We provide minHD4 codebooks for fixed Hamming Weights HW4, HW5, and HW6, with various Barcode Lengths up to a total codebook length of tens of thousands.
For ease of use for computational purposes, all codebooks are provided in two versions, one binary and one set-based. Both are .csv files with the same name prefix. The binary file presents the codebooks with positional 1s and 0s, and the set-based file presents the positions of the 1 bits as a subset of all positions. For example, in the binary version of a BarcodeLength10HW4 codebook, one code could be 0011101000 in binary, and in the corresponding set-based codebook, the same code will be 3,4,5,7, denoting the positions of the 4 1-bits.

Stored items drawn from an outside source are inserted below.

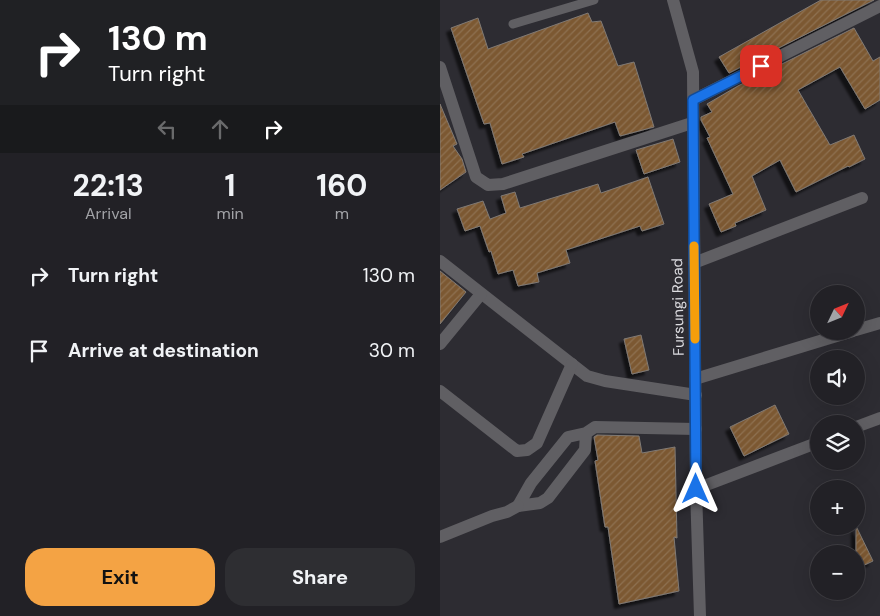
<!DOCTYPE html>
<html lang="en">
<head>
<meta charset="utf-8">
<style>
	body { margin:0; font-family:"DM Sans",sans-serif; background:#2e2e32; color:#f1f3f6; height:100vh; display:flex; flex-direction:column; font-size:19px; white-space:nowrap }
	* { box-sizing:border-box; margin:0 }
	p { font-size:16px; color:#a2a3a7 }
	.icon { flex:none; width:28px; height:28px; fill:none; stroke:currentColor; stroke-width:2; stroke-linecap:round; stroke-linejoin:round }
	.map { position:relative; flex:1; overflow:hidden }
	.panel { display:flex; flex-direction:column; background:#222126; width:440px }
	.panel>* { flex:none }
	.guide { background:#202124; color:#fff; overflow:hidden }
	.needle { width:32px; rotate:47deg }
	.buttons { position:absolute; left:370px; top:285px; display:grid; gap:10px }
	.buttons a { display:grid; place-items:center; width:55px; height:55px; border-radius:50%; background:#222126; box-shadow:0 5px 20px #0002,0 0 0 1px #3f3e43; font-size:25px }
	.pin { position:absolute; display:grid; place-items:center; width:42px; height:42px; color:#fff; margin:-21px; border-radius:10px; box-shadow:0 2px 8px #0006 }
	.me { position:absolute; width:55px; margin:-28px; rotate:0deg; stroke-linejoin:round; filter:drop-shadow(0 0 4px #0008) }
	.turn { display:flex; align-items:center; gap:18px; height:105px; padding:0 25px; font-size:22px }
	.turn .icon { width:65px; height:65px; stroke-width:2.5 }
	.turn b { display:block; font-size:35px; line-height:42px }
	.lanes { display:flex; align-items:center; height:48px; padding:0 25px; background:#0003; justify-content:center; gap:25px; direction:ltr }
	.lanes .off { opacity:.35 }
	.eta { display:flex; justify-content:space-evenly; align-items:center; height:85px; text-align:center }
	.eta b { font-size:30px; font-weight:700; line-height:35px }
	.action { display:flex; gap:10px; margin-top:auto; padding:10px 25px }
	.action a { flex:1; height:58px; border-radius:20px; background:#f4a344; color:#111; font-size:20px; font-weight:700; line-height:58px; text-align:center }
	.action a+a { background:#2e2e32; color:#f1f3f6 }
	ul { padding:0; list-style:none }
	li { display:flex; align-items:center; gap:15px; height:75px; padding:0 25px }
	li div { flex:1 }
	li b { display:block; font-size:19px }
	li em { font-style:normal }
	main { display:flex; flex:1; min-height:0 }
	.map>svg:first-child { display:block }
</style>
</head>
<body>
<main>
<section class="panel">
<div class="guide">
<div class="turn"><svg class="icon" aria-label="right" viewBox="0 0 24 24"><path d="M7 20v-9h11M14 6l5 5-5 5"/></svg><div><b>130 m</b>Turn right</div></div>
<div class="lanes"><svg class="icon off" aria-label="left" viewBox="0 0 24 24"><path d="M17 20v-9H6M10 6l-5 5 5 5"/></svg><svg class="icon off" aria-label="ahead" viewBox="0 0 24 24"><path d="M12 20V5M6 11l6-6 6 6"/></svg><svg class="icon" aria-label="right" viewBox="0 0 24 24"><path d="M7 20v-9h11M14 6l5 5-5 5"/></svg></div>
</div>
<div class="eta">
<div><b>22:13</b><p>Arrival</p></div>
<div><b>1</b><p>min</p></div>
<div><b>160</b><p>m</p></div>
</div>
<ul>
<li><svg class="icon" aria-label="right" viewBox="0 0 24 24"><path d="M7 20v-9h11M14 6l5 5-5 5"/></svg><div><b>Turn right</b></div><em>130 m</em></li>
<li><svg class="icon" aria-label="arrive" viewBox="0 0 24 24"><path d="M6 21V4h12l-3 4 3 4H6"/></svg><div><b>Arrive at destination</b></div><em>30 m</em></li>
</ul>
<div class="action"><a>Exit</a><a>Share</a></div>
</section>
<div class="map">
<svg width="440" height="616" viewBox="0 0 440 616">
	<defs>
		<pattern id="building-hatch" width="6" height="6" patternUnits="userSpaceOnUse" patternTransform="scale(1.25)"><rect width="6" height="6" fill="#7c5933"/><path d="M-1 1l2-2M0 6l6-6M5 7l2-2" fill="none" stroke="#8e7050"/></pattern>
		<filter id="shadow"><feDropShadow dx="-4.5" dy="4.5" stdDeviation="1" flood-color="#0009"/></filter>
	</defs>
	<rect width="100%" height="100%" fill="#2d2c32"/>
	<!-- building -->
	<g fill="url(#building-hatch)" stroke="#807a75" filter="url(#shadow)">
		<polygon points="381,0 434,0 289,73 279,57"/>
		<polygon points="148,13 152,22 161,21 178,66 194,62 214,127 180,136 175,122 82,154 84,157 62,164 50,123 44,124 11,28 38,18 48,49"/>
		<polygon points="414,28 433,61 440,57 440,100 425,109 400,67 358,90 390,145 414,135 425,159 409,167 408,166 356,192 340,160 312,176 326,210 295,223 296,226 281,232 269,204 293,194 267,138 270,137 261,120 261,117 272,112 267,104 298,86"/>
		<polygon points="0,104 17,144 13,146 22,159 26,172 0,190"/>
		<polygon points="233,139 240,162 204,174 196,150"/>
		<polygon points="208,177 224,224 202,231 200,226 126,250 130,263 97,273 99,282 78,286 73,270 58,274 51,251 49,252 40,226 25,231 17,209 43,201 50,219 66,213 61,196 75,192 80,208 158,184 161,193"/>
		<polygon points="0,271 26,292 0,324"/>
		<polygon points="201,335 209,370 192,374 184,339"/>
		<polygon points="335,405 349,434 304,456 290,427"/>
		<polygon points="157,435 199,436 202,453 235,447 237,538 234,537 239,591 179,604 168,527 165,527 155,461 158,460 154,437"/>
		<polygon points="416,526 433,561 416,569"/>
	</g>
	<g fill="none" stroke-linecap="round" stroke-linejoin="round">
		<!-- service -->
		<polyline stroke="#605f63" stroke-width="9" points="73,24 154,0"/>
		<!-- minor -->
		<g stroke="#605f63" stroke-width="12">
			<polyline points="0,67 36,177 48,185 63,184 252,123"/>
			<polyline points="253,100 440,6"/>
			<polyline points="0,261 147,376 165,381 256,395"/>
			<polyline points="254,263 422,198"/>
			<polyline points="416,330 440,323"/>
			<polyline points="0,344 41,294"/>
			<polyline points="255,379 413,331"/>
			<polyline points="0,391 77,451 87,450 97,443 132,364"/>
			<polyline points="416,427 440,418"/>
			<polyline points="146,433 145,450 108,498 100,503 78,506 91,483 128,437 146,433 155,427 256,429"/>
			<polyline points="256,489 379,442"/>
			<polyline points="0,537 52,516 67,512 78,506"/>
		</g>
		<!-- tertiary -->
		<polyline stroke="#605f63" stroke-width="12" points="233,0 253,72 256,489 260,616"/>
	</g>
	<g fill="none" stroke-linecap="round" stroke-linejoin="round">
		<defs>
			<polyline id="route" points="256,489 253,100 321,66"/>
		</defs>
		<!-- route casing -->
		<use href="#route" stroke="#114b97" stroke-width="12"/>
		<!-- route -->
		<use href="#route" stroke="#1a73e8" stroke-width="9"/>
		<!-- slow -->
		<polyline stroke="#f59e0b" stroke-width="9" points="254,246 255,339"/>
	</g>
	<g text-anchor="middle" stroke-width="4.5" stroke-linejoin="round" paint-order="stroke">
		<!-- street labels -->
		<g font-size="15" fill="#dcdce0" stroke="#2d2c32">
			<text transform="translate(238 307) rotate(-91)" y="5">Fursungi Road</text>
		</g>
	</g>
</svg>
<div class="buttons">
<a><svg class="needle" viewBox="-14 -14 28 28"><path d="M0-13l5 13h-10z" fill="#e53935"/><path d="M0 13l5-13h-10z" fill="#a2a3a7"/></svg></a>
<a><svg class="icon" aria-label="sound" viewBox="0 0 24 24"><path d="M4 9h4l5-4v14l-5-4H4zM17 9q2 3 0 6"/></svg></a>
<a><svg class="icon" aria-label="layers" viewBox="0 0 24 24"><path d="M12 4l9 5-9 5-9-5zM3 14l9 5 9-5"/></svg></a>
<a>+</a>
<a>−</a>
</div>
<div class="pin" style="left:321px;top:66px;background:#d93025"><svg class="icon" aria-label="arrive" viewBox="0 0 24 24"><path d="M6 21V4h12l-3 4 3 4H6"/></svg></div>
<svg class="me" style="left:256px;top:489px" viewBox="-20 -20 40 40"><path d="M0-17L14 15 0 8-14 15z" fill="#1a73e8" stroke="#fff" stroke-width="4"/></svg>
</div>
</main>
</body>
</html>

Each codebook filename contains the Barcode Length, Hamming Weight, and final size as parameters in the filename itself: [BarcodeLength]BitHW[HammingWeight]HD4_finalsize[LengthOfCodebook][Set/Binary].csv
The binary files are also supplied in a reordered version, in a separate subfolder. Each binary codebook has a corresponding reordered codebook with exactly the same contents, but the rows have been reordered to maximize the Hamming Distance between the earliest appearing rows.
Each file is also accompanied by a metadata file listing the parameters included in the filename, and intermediate output from the R code that generated the codebook, such as timing measurements for each step, and codebook sizes for each intermediate step during the running of the R code. These are fully annotated in the accompanying supplied R code.
R code to generate further codebooks is also provided, as well as R code to verify the minHD status of a provided file. MATLAB code for generating large extended Hamming codes is also provided, used in the publication for comparison purposes.
Files and variables
File: SupplData3_HW4_Codebooks.zip
Description: HW4 error-robust constant weight Codebooks ready-to-use for MERFISH
File: SupplData4_HW5_Codebooks.zip
Description: HW5 error-robust constant weight Codebooks ready-to-use for MERFISH
File: SupplData5_HW6_Codebooks.zip
Description: HW6 error-robust constant weight Codebooks ready-to-use for MERFISH
Code/software used
R is required to run the code, with the addition of the two libraries (dplyr, rvest). We used R version 4.3.2 for the generation of the supplied codebooks. The script is annotated with explanations of each step as well as describing the output contents of the metadata files (the .txt files).
MATLAB is required to run the code generating comparative filtered Extended Hamming Codes, used in the published article to compare the generated codebooks.